### EXERCISE MATERIAL
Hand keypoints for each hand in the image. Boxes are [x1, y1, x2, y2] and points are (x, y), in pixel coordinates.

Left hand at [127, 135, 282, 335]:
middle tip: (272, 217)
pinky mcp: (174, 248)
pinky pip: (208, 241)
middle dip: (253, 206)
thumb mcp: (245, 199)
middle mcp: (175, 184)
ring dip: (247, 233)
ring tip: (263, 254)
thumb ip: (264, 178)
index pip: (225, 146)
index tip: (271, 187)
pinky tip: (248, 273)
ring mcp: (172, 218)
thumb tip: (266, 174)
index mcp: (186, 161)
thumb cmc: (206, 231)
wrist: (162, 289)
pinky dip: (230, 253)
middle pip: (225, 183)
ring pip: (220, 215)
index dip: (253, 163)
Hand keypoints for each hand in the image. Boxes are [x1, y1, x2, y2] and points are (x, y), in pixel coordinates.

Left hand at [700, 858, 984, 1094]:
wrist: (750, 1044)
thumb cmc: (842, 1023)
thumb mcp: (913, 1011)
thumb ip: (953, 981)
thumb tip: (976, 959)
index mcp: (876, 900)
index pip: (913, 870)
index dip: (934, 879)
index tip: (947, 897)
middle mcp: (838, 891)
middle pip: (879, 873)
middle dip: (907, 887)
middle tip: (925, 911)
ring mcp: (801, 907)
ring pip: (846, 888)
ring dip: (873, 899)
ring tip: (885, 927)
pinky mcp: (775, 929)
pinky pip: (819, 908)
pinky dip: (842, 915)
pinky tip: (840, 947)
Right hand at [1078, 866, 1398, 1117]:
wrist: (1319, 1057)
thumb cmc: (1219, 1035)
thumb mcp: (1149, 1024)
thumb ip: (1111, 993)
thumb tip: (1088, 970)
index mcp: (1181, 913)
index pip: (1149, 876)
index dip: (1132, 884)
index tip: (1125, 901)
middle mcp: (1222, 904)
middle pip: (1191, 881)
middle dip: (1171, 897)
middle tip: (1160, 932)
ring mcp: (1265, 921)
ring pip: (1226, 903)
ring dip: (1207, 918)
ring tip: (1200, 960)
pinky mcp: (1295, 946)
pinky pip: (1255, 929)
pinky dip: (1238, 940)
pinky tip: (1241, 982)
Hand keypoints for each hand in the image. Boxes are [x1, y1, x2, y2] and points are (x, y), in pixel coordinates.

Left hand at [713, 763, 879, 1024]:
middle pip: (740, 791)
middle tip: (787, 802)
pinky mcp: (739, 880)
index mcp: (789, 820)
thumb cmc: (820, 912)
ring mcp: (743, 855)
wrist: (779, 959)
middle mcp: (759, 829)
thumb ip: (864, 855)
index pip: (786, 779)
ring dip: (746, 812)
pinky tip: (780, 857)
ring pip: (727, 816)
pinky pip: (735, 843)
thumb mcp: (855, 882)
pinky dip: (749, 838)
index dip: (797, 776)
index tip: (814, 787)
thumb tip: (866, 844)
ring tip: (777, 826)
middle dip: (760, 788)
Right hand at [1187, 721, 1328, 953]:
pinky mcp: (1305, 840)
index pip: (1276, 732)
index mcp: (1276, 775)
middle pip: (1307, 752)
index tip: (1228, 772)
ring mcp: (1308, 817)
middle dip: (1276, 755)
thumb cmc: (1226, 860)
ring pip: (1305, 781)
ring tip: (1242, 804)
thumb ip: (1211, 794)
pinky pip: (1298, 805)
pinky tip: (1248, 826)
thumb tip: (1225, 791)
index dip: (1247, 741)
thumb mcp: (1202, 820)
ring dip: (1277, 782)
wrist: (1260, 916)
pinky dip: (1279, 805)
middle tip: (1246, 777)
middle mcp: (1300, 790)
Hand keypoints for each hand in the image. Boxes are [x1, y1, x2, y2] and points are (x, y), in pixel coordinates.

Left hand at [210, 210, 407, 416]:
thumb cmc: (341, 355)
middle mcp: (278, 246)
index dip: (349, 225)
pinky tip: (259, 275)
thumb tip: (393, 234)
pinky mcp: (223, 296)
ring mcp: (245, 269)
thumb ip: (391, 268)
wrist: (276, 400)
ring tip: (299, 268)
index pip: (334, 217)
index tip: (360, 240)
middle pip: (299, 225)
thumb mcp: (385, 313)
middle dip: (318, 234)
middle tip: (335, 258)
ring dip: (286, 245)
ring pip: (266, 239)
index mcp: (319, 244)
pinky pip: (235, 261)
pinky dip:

### WHAT YOU WILL DO
From the line with "thumb ip: (864, 855)" through the last line of the records, set down every line exactly as written and leave out all others.

### RESPONSE
thumb ip: (864, 855)
index pip: (786, 779)
ring dip: (746, 812)
pinky tip: (780, 857)
ring pip: (727, 816)
pinky pip: (735, 843)
thumb mcp: (855, 882)
pinky dip: (749, 838)
index dip: (797, 776)
index tip: (814, 787)
thumb tip: (866, 844)
ring tip: (777, 826)
middle dip: (760, 788)
Right hand at [1187, 721, 1328, 953]:
pinky mcp: (1305, 840)
index pip: (1276, 732)
index mcp: (1276, 775)
middle pip: (1307, 752)
index tip: (1228, 772)
ring mcp: (1308, 817)
middle dip: (1276, 755)
thumb cmc: (1226, 860)
ring pip: (1305, 781)
ring tip: (1242, 804)
thumb ip: (1211, 794)
pinky pip: (1298, 805)
pinky tip: (1248, 826)
thumb tip: (1225, 791)
index dip: (1247, 741)
thumb mcp: (1202, 820)
ring dip: (1277, 782)
wrist: (1260, 916)
pinky dip: (1279, 805)
middle tip: (1246, 777)
middle mcp: (1300, 790)
Hand keypoints for each hand in the image. Boxes are [x1, y1, x2, y2] and points are (x, y), in pixel coordinates.

Left hand at [210, 210, 407, 416]:
thumb cmc: (341, 355)
middle mcp: (278, 246)
index dip: (349, 225)
pinky tip: (259, 275)
thumb tip: (393, 234)
pinky mcp: (223, 296)
ring mcp: (245, 269)
thumb ip: (391, 268)
wrist: (276, 400)
ring tip: (299, 268)
index pip: (334, 217)
index tip: (360, 240)
middle pip: (299, 225)
thumb mcp: (385, 313)
middle dip: (318, 234)
middle tip: (335, 258)
ring dip: (286, 245)
ring pip: (266, 239)
index mcp: (319, 244)
pinky pip: (235, 261)
pinky dip:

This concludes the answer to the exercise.